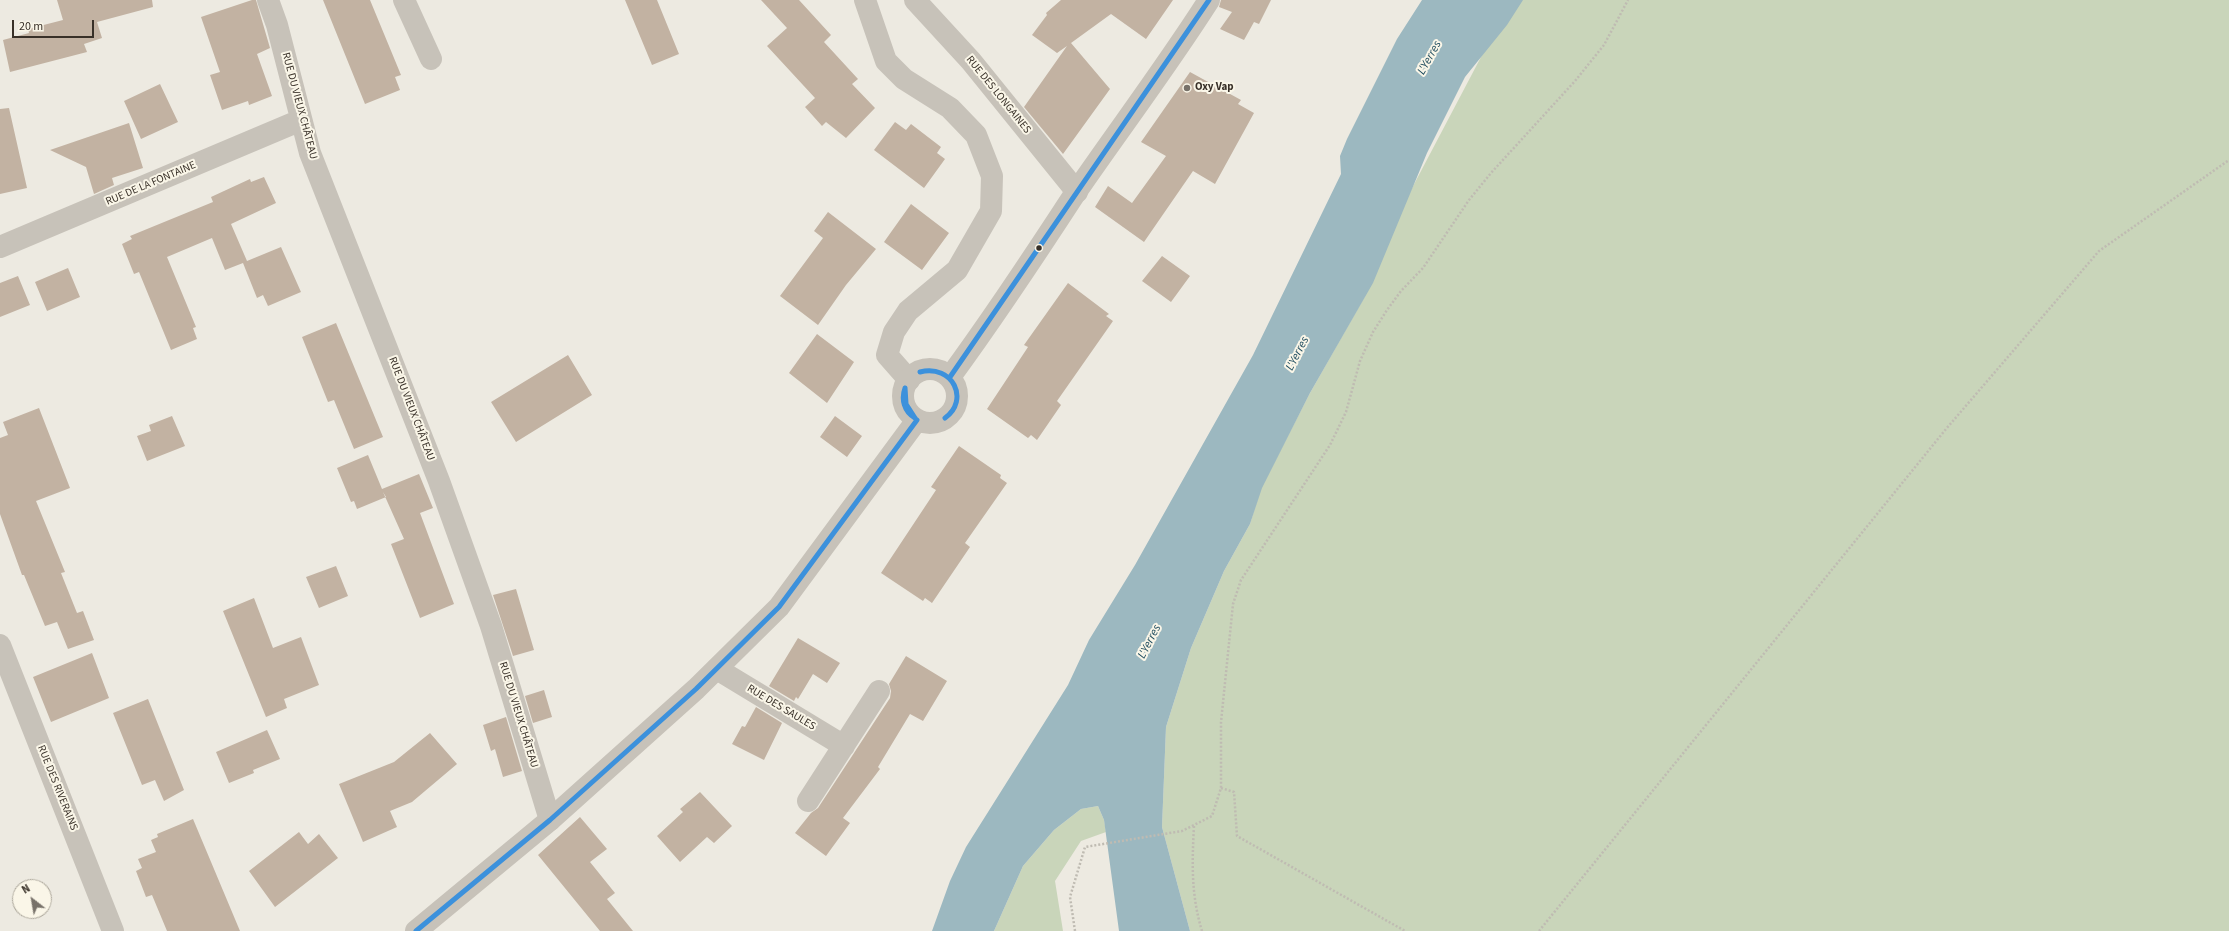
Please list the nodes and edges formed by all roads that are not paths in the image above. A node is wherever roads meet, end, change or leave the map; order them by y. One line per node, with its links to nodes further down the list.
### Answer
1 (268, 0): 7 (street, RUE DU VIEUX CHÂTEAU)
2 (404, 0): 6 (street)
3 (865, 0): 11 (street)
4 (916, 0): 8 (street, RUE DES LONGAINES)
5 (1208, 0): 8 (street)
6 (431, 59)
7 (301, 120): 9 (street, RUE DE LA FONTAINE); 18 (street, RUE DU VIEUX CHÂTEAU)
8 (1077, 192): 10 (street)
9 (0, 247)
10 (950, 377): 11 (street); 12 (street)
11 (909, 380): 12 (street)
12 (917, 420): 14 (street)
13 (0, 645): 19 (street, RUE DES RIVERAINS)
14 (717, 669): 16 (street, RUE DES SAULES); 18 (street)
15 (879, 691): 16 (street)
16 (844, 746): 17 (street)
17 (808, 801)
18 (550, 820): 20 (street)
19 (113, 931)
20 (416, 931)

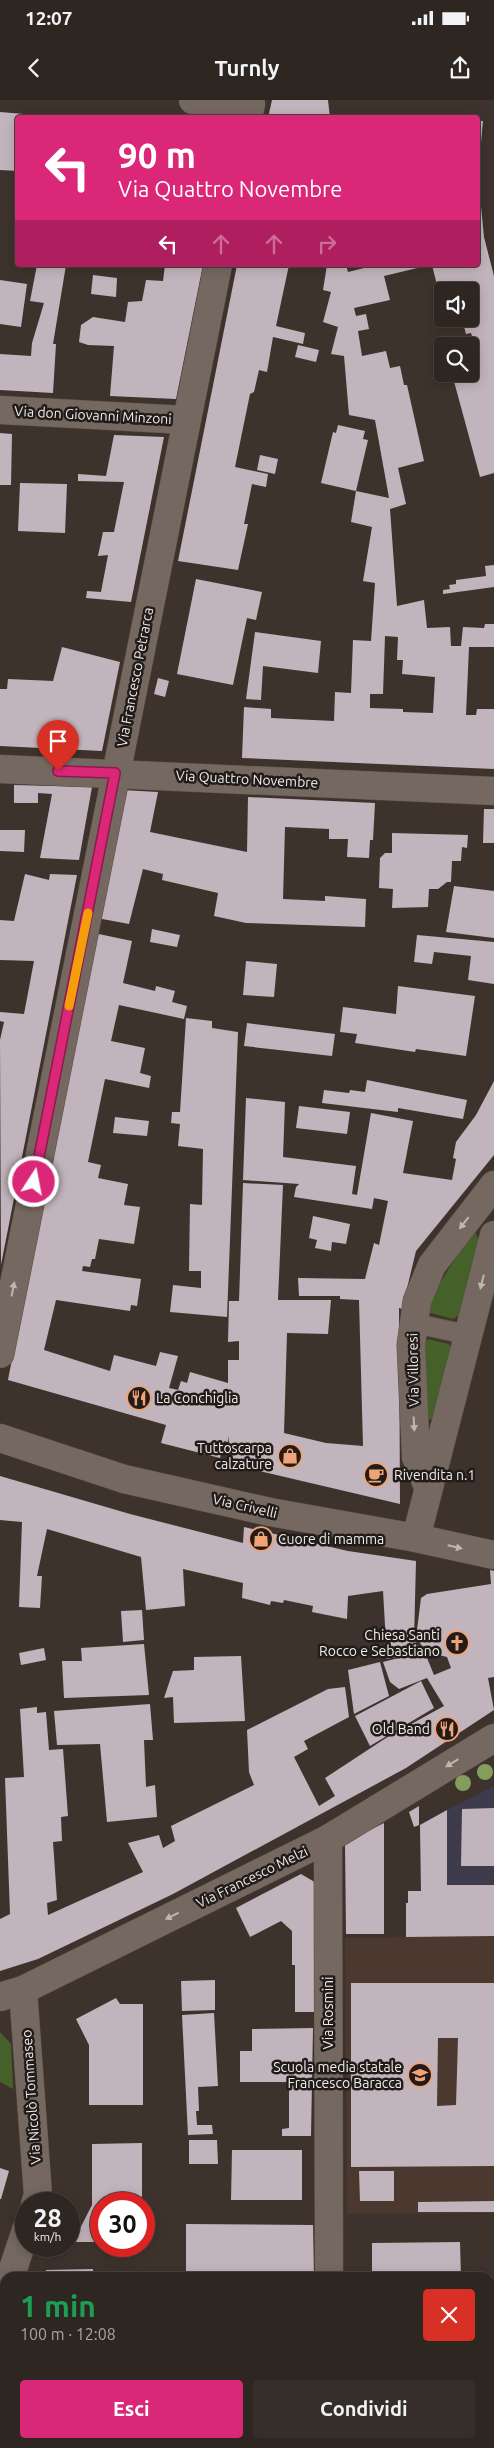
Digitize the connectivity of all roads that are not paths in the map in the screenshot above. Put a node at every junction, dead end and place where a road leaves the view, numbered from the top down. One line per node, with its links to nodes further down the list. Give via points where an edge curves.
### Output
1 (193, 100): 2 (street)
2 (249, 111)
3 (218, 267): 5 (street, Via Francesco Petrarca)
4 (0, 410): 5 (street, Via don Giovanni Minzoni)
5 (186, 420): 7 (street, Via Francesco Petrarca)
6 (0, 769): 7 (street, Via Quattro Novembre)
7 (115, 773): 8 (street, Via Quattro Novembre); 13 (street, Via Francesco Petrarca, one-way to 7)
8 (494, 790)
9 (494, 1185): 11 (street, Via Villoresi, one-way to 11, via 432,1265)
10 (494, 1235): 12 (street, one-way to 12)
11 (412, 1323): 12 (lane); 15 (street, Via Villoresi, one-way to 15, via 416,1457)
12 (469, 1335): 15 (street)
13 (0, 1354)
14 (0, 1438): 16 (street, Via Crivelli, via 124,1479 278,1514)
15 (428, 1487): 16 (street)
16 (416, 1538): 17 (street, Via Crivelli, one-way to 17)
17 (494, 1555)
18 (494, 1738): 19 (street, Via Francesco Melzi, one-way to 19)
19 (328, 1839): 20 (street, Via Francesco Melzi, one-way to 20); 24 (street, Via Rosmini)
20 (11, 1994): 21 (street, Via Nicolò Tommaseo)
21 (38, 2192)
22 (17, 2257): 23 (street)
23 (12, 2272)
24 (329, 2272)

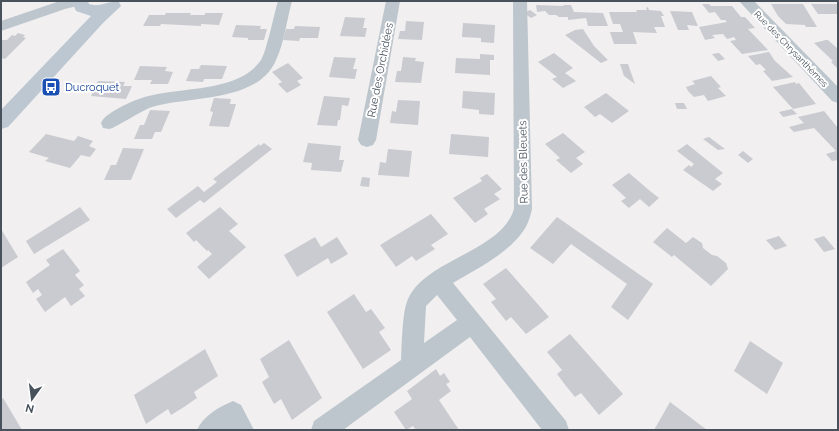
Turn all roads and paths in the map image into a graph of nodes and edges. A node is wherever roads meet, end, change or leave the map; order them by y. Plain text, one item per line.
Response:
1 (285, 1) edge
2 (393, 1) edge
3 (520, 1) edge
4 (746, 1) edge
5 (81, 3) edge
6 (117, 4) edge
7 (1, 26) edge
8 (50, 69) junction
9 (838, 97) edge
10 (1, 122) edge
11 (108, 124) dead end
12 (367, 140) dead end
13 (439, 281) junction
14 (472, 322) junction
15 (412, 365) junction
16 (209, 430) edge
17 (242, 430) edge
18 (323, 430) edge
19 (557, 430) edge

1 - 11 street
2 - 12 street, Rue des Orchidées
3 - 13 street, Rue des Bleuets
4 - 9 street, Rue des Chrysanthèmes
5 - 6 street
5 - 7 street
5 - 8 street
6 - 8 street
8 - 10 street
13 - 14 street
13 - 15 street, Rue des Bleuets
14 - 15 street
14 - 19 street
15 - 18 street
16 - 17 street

--- INSTRUCTIONS FOR THE TASK ---
The output should be the material above, copied exactly, without its pictures.

--- RESPONSE AREA ---
Please list the nodes and edges formed by all roads that are not paths in the image above. A node is wherever roads meet, end, change or leave the map; order them by y. One line per node, with its links to nodes further down the list.
### Answer
1 (268, 0): 7 (street, RUE DU VIEUX CHÂTEAU)
2 (404, 0): 6 (street)
3 (865, 0): 11 (street)
4 (916, 0): 8 (street, RUE DES LONGAINES)
5 (1208, 0): 8 (street)
6 (431, 59)
7 (301, 120): 9 (street, RUE DE LA FONTAINE); 18 (street, RUE DU VIEUX CHÂTEAU)
8 (1077, 192): 10 (street)
9 (0, 247)
10 (950, 377): 11 (street); 12 (street)
11 (909, 380): 12 (street)
12 (917, 420): 14 (street)
13 (0, 645): 19 (street, RUE DES RIVERAINS)
14 (717, 669): 16 (street, RUE DES SAULES); 18 (street)
15 (879, 691): 16 (street)
16 (844, 746): 17 (street)
17 (808, 801)
18 (550, 820): 20 (street)
19 (113, 931)
20 (416, 931)

Digitize the connectivity of all roads that are not paths in the map in the screenshot above. Put a node at every junction, dead end and place where a road leaves the view, numbered from the top down. One line per node, with its links to nodes further down the list. Give via points where an edge curves.
### Output
1 (193, 100): 2 (street)
2 (249, 111)
3 (218, 267): 5 (street, Via Francesco Petrarca)
4 (0, 410): 5 (street, Via don Giovanni Minzoni)
5 (186, 420): 7 (street, Via Francesco Petrarca)
6 (0, 769): 7 (street, Via Quattro Novembre)
7 (115, 773): 8 (street, Via Quattro Novembre); 13 (street, Via Francesco Petrarca, one-way to 7)
8 (494, 790)
9 (494, 1185): 11 (street, Via Villoresi, one-way to 11, via 432,1265)
10 (494, 1235): 12 (street, one-way to 12)
11 (412, 1323): 12 (lane); 15 (street, Via Villoresi, one-way to 15, via 416,1457)
12 (469, 1335): 15 (street)
13 (0, 1354)
14 (0, 1438): 16 (street, Via Crivelli, via 124,1479 278,1514)
15 (428, 1487): 16 (street)
16 (416, 1538): 17 (street, Via Crivelli, one-way to 17)
17 (494, 1555)
18 (494, 1738): 19 (street, Via Francesco Melzi, one-way to 19)
19 (328, 1839): 20 (street, Via Francesco Melzi, one-way to 20); 24 (street, Via Rosmini)
20 (11, 1994): 21 (street, Via Nicolò Tommaseo)
21 (38, 2192)
22 (17, 2257): 23 (street)
23 (12, 2272)
24 (329, 2272)

Turn all roads and paths in the map image into a graph of nodes and edges. A node is wherever roads meet, end, change or leave the map; order them by y. Plain text, one item per line.
Response:
1 (285, 1) edge
2 (393, 1) edge
3 (520, 1) edge
4 (746, 1) edge
5 (81, 3) edge
6 (117, 4) edge
7 (1, 26) edge
8 (50, 69) junction
9 (838, 97) edge
10 (1, 122) edge
11 (108, 124) dead end
12 (367, 140) dead end
13 (439, 281) junction
14 (472, 322) junction
15 (412, 365) junction
16 (209, 430) edge
17 (242, 430) edge
18 (323, 430) edge
19 (557, 430) edge

1 - 11 street
2 - 12 street, Rue des Orchidées
3 - 13 street, Rue des Bleuets
4 - 9 street, Rue des Chrysanthèmes
5 - 6 street
5 - 7 street
5 - 8 street
6 - 8 street
8 - 10 street
13 - 14 street
13 - 15 street, Rue des Bleuets
14 - 15 street
14 - 19 street
15 - 18 street
16 - 17 street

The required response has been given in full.